----- Entries provided

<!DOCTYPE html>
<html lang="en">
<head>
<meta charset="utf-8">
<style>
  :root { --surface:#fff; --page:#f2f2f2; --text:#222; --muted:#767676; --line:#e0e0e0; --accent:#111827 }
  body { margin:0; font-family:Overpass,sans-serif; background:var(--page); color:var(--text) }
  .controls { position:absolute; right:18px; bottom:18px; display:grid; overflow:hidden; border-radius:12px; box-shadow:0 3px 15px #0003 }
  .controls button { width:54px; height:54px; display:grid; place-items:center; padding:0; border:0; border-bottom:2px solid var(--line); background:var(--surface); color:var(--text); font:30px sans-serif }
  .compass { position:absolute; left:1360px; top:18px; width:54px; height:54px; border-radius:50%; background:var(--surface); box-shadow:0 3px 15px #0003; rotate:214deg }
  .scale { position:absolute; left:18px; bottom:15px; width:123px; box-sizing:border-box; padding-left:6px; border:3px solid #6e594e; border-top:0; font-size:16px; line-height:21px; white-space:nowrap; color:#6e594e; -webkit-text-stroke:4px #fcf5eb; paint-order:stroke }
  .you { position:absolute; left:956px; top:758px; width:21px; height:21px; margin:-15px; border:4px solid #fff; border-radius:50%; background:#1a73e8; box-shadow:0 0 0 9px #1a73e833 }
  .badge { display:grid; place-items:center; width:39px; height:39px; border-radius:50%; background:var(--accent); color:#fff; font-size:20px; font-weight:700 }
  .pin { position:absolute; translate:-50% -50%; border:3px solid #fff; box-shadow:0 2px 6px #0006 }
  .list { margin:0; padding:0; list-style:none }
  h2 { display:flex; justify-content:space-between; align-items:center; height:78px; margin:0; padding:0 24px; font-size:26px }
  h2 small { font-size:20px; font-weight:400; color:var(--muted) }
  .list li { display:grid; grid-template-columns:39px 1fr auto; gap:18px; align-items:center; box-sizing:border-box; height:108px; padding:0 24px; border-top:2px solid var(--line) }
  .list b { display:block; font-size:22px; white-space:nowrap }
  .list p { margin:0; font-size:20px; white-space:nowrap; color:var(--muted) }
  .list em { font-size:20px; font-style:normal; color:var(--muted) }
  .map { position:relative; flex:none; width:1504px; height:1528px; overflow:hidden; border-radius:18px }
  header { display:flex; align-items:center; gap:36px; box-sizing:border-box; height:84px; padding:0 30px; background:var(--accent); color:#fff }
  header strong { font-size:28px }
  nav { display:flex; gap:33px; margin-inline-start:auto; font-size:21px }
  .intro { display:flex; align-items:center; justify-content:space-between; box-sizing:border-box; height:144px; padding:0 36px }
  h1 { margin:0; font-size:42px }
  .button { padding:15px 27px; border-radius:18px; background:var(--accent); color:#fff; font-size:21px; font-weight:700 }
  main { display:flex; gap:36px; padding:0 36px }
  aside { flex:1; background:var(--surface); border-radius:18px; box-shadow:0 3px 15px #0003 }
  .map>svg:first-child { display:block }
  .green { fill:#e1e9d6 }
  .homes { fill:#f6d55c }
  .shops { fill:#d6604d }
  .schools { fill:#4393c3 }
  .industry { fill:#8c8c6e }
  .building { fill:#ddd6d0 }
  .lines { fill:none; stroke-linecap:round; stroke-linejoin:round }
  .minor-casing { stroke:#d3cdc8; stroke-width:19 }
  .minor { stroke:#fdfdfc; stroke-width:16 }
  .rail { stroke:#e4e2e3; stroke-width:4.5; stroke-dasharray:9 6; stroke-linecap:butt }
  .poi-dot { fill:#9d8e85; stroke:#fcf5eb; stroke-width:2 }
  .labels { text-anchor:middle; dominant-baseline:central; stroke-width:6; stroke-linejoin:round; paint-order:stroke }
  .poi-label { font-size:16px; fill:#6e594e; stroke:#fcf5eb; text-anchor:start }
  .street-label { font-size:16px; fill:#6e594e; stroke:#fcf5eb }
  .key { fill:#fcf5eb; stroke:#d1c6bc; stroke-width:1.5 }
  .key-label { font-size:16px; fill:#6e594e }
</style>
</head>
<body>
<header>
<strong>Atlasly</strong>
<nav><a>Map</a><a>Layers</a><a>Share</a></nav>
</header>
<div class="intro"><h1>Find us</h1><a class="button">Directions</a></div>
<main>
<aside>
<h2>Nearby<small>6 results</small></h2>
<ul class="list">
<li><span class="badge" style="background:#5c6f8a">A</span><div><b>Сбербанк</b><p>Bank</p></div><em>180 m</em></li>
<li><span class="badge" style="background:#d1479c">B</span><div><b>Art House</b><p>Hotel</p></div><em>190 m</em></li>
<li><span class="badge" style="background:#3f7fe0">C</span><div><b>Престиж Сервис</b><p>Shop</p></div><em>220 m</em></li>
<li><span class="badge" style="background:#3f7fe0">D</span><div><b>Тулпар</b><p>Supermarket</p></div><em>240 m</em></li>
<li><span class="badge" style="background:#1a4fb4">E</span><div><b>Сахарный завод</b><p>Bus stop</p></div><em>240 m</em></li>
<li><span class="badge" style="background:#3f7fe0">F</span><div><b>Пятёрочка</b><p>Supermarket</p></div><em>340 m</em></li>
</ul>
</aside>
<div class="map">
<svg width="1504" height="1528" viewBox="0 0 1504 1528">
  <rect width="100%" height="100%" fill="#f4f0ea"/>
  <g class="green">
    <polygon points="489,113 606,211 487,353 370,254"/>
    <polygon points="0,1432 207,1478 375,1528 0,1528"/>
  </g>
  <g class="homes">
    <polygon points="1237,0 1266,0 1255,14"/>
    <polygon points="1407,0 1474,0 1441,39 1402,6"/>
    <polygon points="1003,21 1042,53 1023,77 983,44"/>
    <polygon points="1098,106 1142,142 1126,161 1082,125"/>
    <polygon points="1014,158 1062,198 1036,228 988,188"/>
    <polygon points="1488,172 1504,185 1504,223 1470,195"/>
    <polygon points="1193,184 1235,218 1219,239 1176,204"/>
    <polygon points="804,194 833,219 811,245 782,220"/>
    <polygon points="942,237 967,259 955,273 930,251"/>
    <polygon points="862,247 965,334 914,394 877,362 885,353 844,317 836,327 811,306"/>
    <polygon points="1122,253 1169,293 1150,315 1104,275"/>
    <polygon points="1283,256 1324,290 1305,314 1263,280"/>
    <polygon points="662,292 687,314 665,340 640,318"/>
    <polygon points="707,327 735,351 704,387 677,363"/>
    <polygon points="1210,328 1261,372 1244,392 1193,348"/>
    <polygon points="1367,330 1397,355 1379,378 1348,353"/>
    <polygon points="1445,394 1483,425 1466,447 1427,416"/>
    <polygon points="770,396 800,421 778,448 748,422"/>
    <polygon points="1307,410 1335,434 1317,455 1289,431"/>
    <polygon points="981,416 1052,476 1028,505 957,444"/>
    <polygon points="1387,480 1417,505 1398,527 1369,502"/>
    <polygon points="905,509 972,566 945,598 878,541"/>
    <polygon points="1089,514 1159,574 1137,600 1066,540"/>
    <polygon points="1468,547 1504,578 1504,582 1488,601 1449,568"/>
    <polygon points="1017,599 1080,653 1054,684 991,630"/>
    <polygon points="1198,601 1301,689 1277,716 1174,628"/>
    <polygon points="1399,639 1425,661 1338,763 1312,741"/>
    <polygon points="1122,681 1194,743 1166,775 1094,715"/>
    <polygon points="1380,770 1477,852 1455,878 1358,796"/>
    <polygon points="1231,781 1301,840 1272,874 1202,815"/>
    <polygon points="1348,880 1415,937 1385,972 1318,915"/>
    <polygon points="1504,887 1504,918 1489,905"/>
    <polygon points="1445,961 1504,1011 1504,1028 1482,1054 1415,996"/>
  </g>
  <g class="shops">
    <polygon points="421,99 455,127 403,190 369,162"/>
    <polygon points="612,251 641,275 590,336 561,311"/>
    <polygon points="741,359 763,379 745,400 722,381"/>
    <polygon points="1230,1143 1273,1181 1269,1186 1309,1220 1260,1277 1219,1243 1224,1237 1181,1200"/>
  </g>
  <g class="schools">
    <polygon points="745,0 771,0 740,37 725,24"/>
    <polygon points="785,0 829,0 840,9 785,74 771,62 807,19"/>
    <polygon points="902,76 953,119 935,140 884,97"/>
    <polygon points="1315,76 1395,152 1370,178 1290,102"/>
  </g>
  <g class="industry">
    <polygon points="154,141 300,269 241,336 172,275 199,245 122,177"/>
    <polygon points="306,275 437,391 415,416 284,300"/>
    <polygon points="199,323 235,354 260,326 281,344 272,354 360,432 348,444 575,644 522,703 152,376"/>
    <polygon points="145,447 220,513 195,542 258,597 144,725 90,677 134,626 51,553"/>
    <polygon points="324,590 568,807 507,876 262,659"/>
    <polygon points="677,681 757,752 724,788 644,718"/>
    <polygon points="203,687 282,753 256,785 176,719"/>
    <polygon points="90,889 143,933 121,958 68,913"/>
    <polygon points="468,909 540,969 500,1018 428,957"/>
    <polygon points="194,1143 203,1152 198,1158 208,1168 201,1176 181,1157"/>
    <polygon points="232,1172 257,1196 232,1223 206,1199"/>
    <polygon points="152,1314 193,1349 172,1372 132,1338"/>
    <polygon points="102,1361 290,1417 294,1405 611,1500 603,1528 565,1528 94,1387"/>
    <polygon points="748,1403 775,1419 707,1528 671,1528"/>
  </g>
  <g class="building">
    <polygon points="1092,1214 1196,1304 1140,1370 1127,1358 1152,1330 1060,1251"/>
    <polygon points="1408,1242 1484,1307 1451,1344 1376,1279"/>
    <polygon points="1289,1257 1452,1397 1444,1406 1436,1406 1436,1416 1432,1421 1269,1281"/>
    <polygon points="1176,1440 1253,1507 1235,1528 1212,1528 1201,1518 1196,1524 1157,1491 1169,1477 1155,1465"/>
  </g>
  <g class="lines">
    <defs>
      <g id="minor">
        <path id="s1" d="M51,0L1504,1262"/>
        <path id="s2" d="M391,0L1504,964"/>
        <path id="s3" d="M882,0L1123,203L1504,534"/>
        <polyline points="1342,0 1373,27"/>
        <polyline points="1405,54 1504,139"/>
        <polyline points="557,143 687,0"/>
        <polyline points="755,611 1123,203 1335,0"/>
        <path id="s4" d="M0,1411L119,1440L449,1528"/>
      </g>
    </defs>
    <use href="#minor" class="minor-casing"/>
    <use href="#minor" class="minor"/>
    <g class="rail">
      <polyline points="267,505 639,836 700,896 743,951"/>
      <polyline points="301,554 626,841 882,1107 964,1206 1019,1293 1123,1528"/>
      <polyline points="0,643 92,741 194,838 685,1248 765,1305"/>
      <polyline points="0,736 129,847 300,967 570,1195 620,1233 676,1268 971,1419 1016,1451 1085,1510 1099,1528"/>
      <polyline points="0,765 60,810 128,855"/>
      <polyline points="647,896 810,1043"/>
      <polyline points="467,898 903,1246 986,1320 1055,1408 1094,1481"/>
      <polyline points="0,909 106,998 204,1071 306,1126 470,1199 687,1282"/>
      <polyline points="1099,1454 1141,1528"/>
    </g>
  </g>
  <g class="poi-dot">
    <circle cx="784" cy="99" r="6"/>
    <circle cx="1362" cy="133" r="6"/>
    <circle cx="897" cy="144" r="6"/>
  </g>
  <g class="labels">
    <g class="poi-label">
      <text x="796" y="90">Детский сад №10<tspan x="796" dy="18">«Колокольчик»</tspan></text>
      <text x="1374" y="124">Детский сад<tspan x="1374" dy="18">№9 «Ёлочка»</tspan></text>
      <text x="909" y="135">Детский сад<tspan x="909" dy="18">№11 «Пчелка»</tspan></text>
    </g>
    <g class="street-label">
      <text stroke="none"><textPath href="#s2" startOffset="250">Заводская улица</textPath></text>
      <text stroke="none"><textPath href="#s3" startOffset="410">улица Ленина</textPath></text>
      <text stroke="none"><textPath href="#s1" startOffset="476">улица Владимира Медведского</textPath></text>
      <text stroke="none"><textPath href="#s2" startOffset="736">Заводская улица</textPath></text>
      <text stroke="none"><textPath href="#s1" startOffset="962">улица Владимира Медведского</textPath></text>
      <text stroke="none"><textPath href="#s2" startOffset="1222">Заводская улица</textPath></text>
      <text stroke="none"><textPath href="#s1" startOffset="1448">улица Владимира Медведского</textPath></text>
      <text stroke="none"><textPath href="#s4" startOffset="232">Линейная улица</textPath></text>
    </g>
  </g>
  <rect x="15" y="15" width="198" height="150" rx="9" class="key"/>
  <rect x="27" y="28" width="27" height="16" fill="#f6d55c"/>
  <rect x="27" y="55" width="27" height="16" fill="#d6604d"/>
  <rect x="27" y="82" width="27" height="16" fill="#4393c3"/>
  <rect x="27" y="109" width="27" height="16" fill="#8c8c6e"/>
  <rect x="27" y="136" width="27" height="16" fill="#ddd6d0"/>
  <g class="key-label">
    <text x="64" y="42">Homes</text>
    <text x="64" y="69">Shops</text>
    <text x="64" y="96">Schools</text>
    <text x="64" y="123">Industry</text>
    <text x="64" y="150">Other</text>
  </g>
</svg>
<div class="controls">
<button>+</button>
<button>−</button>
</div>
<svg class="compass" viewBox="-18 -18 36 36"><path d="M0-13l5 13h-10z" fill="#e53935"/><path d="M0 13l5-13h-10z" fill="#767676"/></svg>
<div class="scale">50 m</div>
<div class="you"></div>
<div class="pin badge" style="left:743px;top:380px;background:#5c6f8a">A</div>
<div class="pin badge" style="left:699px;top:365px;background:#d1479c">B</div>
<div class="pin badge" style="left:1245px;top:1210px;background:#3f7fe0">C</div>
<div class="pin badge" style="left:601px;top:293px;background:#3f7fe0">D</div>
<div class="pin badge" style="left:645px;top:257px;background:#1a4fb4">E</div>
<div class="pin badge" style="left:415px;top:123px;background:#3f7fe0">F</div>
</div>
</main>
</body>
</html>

----------

_Exercise requirements_: Retype only this range exactly: the first line of the data through the line where "--surface:#fff; --page:#f2f2f2; --text:#222;" appears.

_Response to this task_:
<!DOCTYPE html>
<html lang="en">
<head>
<meta charset="utf-8">
<style>
  :root { --surface:#fff; --page:#f2f2f2; --text:#222; --muted:#767676; --line:#e0e0e0; --accent:#111827 }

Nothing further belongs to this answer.